Don’t waste money on "Atmos-enabled" soundbars unless they’re paired with a full AVR. Most bar-and-sub combos fake height with upward-firing drivers-and they still can’t match true surround from discrete speakers.
Testing Your Setup
Don’t just trust the on-screen display. Test it:
- Play a Dolby Atmos demo video on YouTube (search "Dolby Atmos test 7.1.4").
- Check your AVR’s on-screen display-it should say "Dolby Atmos" or "DTS:X" during playback.
- Listen for vertical movement: If a sound moves from floor to ceiling, you’ve got it.
- Try turning off one speaker. If you notice the missing sound, your system is properly decoding object-based audio.
If your AVR says "Dolby Digital" or "Stereo" during an Atmos title, you’re still not getting true passthrough. Go back and check every setting.
What If I Can’t Connect Directly?
Some setups (like wall-mounted TVs or hidden AV racks) make direct HDMI connections hard. If you absolutely must route through the TV:
- Use eARC, not ARC. ARC can’t carry Atmos bitstream.
- Set your TV’s audio output to "Bitstream" or "Dolby Atmos" if available.
- Disable all TV audio enhancements: "Clear Audio," "Surround Sound," "Voice Enhancement." These compress or alter the signal.
- Use a high-speed HDMI 2.1 cable. Older cables can drop metadata.
But honestly? The best fix is still direct connection. It’s cleaner, more reliable, and future-proof.
Future-Proofing Your Setup
Streaming services are moving fast. By 2026, over 60% of new releases on Apple TV+ and Netflix will be Atmos-capable. Your setup needs to keep up. If your AVR doesn’t support HDMI 2.1 or Dolby Atmos passthrough, it’s time to upgrade. Even budget models like the Yamaha RX-V485 or Denon S360H handle Atmos perfectly.

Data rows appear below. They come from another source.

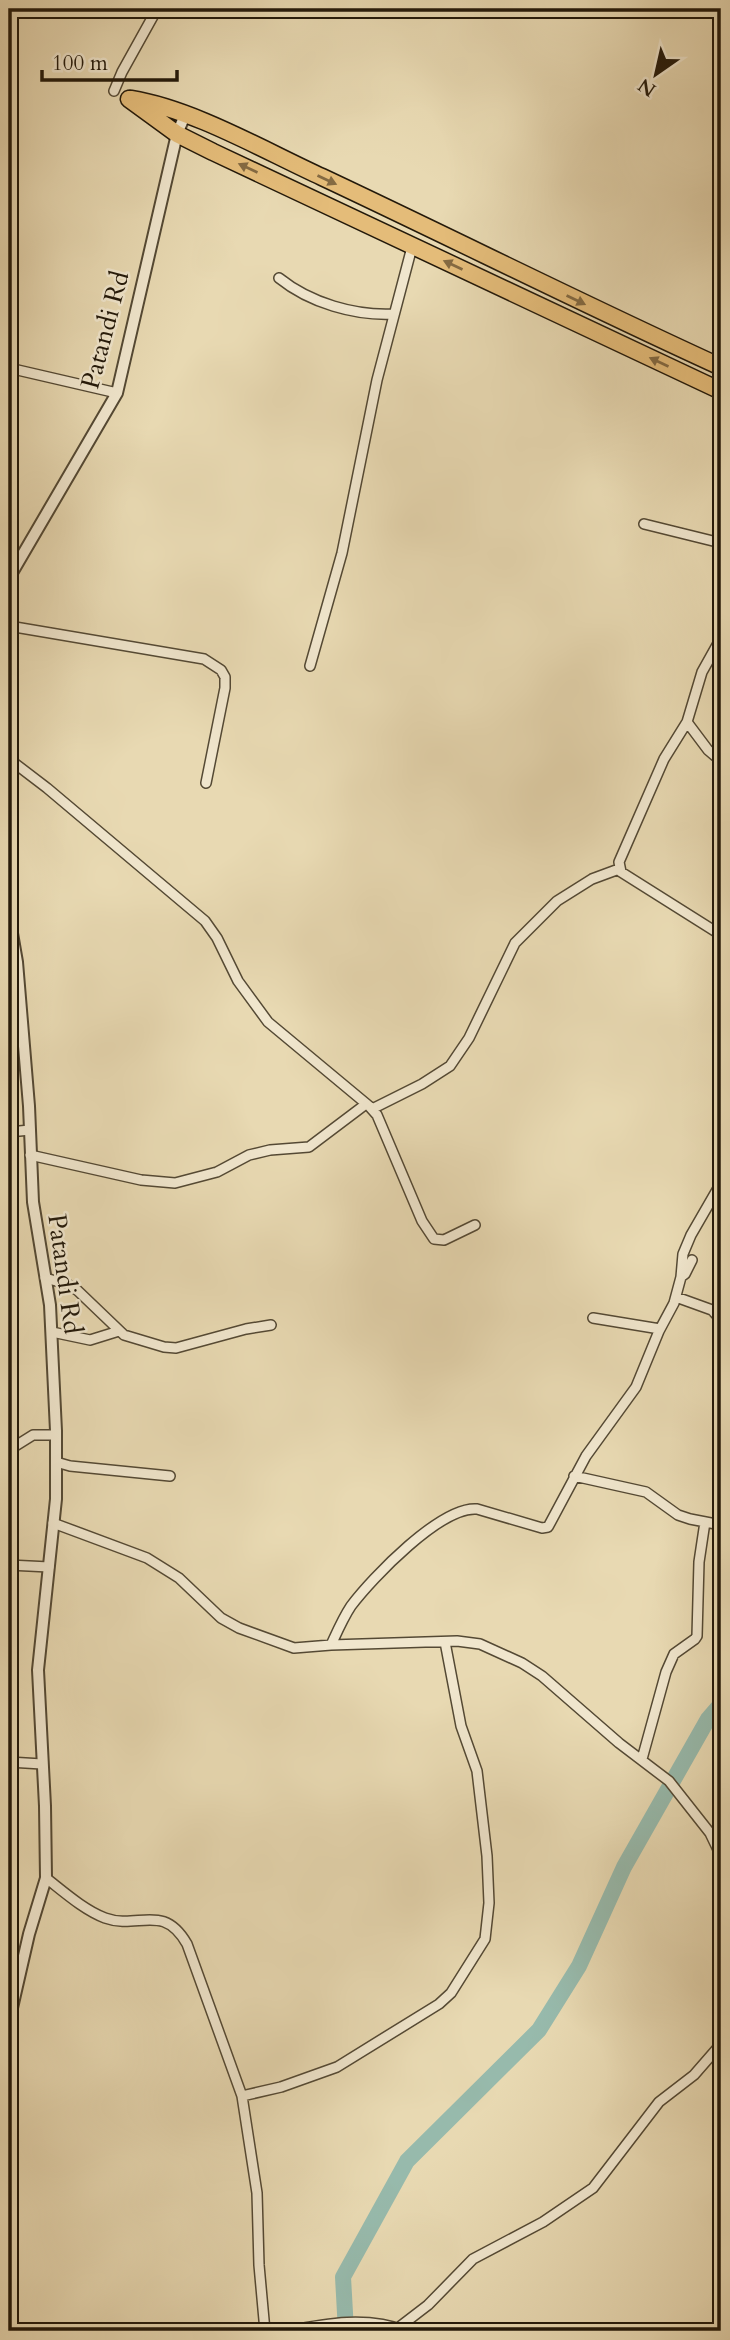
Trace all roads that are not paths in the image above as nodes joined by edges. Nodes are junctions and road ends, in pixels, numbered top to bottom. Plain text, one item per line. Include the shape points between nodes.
1 (157, 9) edge
2 (114, 91) dead end
3 (185, 115) junction
4 (177, 134) junction
5 (412, 247) junction
6 (279, 278) dead end
7 (543, 284) junction
8 (535, 303) junction
9 (601, 312) junction
10 (394, 314) junction
11 (594, 331) junction
12 (9, 368) edge
13 (721, 368) edge
14 (721, 391) edge
15 (117, 393) junction
16 (644, 524) dead end
17 (721, 543) edge
18 (9, 578) edge
19 (9, 626) edge
20 (721, 638) edge
21 (712, 654) junction
22 (721, 660) edge
23 (310, 666) dead end
24 (687, 722) junction
25 (9, 759) edge
26 (721, 761) edge
27 (206, 783) dead end
28 (620, 869) junction
29 (9, 916) edge
30 (721, 935) edge
31 (369, 1106) junction
32 (30, 1130) junction
33 (9, 1132) edge
34 (30, 1155) junction
35 (721, 1184) edge
36 (475, 1225) dead end
37 (692, 1260) dead end
38 (681, 1277) junction
39 (45, 1278) junction
40 (676, 1297) junction
41 (593, 1318) dead end
42 (721, 1321) edge
43 (271, 1325) dead end
44 (660, 1329) junction
45 (119, 1331) junction
46 (52, 1332) junction
47 (56, 1435) junction
48 (9, 1450) edge
49 (56, 1462) junction
50 (170, 1476) dead end
51 (574, 1476) junction
52 (705, 1522) junction
53 (53, 1523) junction
54 (721, 1525) edge
55 (9, 1566) edge
56 (49, 1567) junction
57 (445, 1642) junction
58 (331, 1645) junction
59 (642, 1759) junction
60 (9, 1762) edge
61 (42, 1764) junction
62 (721, 1856) edge
63 (46, 1878) junction
64 (10, 2013) edge
65 (721, 2044) edge
66 (9, 2052) edge
67 (242, 2096) junction
68 (402, 2330) edge
69 (265, 2331) edge
70 (288, 2331) edge

1 - 2 street
3 - 4 street, Patandi Rd
3 - 4 highway via 157,103 129,99
3 -> 7 highway
5 -> 4 highway
4 - 15 street, Patandi Rd
8 -> 5 highway
5 - 10 street
6 - 10 street via 327,304
7 - 8 highway
7 -> 9 highway
8 - 11 highway
9 - 11 highway
9 - 13 highway
10 - 23 street via 342,553
14 -> 11 highway
12 - 15 street
15 - 18 street, Patandi Rd
16 - 17 street
19 - 27 street via 153,649 215,665 225,677 225,688
20 - 21 street
21 - 22 street
21 - 24 street
24 - 26 street
24 - 28 street via 664,759 619,862
25 - 31 street via 205,921 237,981 268,1022
28 - 30 street
28 - 31 street via 557,901 515,943 469,1038 450,1066 422,1084
29 - 32 street, Patandi Rd
31 - 34 street via 309,1147 249,1155 217,1172 175,1183 141,1180
31 - 36 street via 383,1125 422,1221 434,1239 444,1240
32 - 33 street
32 - 34 street, Patandi Rd
34 - 39 street, Patandi Rd
35 - 38 street via 691,1235
37 - 38 street
38 - 40 street
39 - 45 street via 77,1290
39 - 46 street, Patandi Rd
40 - 42 street via 712,1310
40 - 44 street
41 - 44 street
43 - 45 street via 176,1348 130,1338
44 - 51 street via 636,1387
45 - 46 street via 90,1340
46 - 47 street, Patandi Rd
47 - 48 street via 33,1435
47 - 49 street, Patandi Rd
49 - 50 street
49 - 53 street, Patandi Rd
51 - 52 street via 646,1492 678,1515
51 - 58 street via 545,1528 472,1508 431,1527 355,1601
52 - 54 street
52 - 59 street via 697,1636 674,1654
53 - 56 street, Patandi Rd
53 - 58 street via 147,1558 179,1578 220,1618 239,1628 294,1648
55 - 56 street
56 - 61 street, Patandi Rd via 38,1670
57 - 58 street
57 - 59 street via 480,1644 522,1663
57 - 67 street via 482,1802 489,1903 485,1940 439,2004 337,2067
59 - 62 street via 677,1790 710,1833
60 - 61 street
61 - 63 street, Patandi Rd
63 - 64 street, Patandi Rd
63 - 67 street via 106,1918 166,1922 181,1934
64 - 66 street, Patandi Rd
65 - 68 street via 694,2075 659,2102 593,2188 543,2222 473,2259
67 - 69 street via 257,2193
68 - 70 street via 356,2321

And don’t forget: your streaming device matters too. Older Roku Express or Fire TV Sticks can’t output Atmos at all. Upgrade if you’re still using 2018 hardware.
Atmos isn’t just a buzzword. It’s a spatial experience. And if your audio path is broken, you’re missing half the movie.

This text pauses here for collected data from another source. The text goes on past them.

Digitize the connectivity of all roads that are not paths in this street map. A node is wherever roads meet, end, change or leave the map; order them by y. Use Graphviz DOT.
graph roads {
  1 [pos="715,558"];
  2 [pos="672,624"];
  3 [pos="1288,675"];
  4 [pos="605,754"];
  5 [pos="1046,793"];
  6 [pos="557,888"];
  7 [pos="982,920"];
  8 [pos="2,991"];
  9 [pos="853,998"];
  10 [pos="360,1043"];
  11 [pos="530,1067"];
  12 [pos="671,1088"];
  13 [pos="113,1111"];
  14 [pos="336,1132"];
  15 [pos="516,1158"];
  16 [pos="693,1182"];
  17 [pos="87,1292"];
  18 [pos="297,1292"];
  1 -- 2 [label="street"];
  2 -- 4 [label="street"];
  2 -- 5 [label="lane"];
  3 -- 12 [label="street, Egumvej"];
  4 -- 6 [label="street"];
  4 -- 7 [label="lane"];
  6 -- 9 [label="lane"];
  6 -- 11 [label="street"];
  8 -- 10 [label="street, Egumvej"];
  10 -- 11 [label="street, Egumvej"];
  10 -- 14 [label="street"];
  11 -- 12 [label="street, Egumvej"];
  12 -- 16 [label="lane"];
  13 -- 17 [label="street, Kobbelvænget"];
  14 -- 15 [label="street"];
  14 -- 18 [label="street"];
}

Can I use ARC instead of eARC for Atmos passthrough?
No. ARC (Audio Return Channel) only supports compressed audio like Dolby Digital 5.1. It cannot carry the full Atmos bitstream. eARC is required to transmit Atmos without compression. If your TV only has ARC, you won’t get true Atmos-even if your receiver supports it. Upgrade your TV or connect your streaming device directly to the AVR.
Why does my AVR say "Dolby Digital" instead of "Atmos"?

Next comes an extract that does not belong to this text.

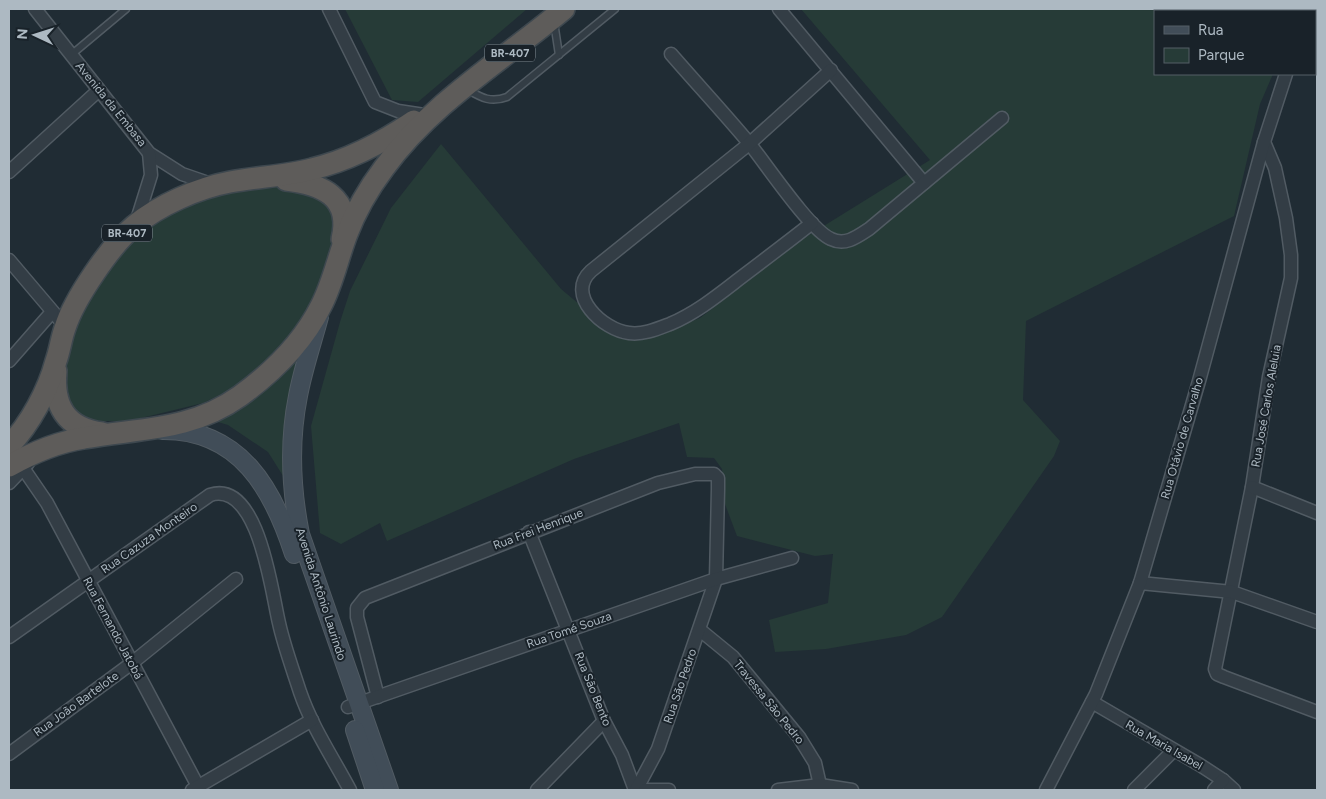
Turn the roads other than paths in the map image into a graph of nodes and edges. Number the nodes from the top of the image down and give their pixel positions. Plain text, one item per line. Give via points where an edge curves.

This usually means your streaming device is sending PCM or your TV is converting the signal. Check your device’s audio output settings and ensure it’s set to "Bitstream" with Atmos enabled. Also confirm your receiver is set to passthrough mode-not processing or upmixing. If you’re playing a non-Atmos title, it’s normal. Stick to Atmos-certified content like "Dune," "Soul," or "The Midnight Sky" to test.
Do I need a 4K TV to use Atmos passthrough?
No. Atmos is an audio format, not video. You can use it with a 1080p TV as long as your AVR and streaming device support Atmos and your HDMI connections are properly configured. The video resolution doesn’t affect audio passthrough-only the HDMI version and settings do.
Can I use an optical cable instead of HDMI for Atmos?
No. Optical cables (TOSLINK) can only carry stereo or compressed 5.1 audio. They cannot transmit Dolby Atmos or DTS:X. HDMI is required for object-based audio. If your receiver only has optical input, you’ll need to upgrade to a model with HDMI inputs.
Is Atmos worth it if I only have two rear speakers?
Yes. Even with a 5.1 setup, Atmos adds height channels through upward-firing speakers or virtual processing. The key is getting the Atmos signal through correctly. A 5.1.2 system (two height speakers) will still create a convincing overhead effect. You don’t need 11 speakers to feel the difference-just a clean signal path.
If you’ve followed these steps and still don’t hear Atmos, try swapping HDMI cables. A faulty cable is the most common hidden culprit. Then reboot everything: streaming device, AVR, and TV. Audio handshake issues are common after firmware updates. Once it’s working, you’ll never go back.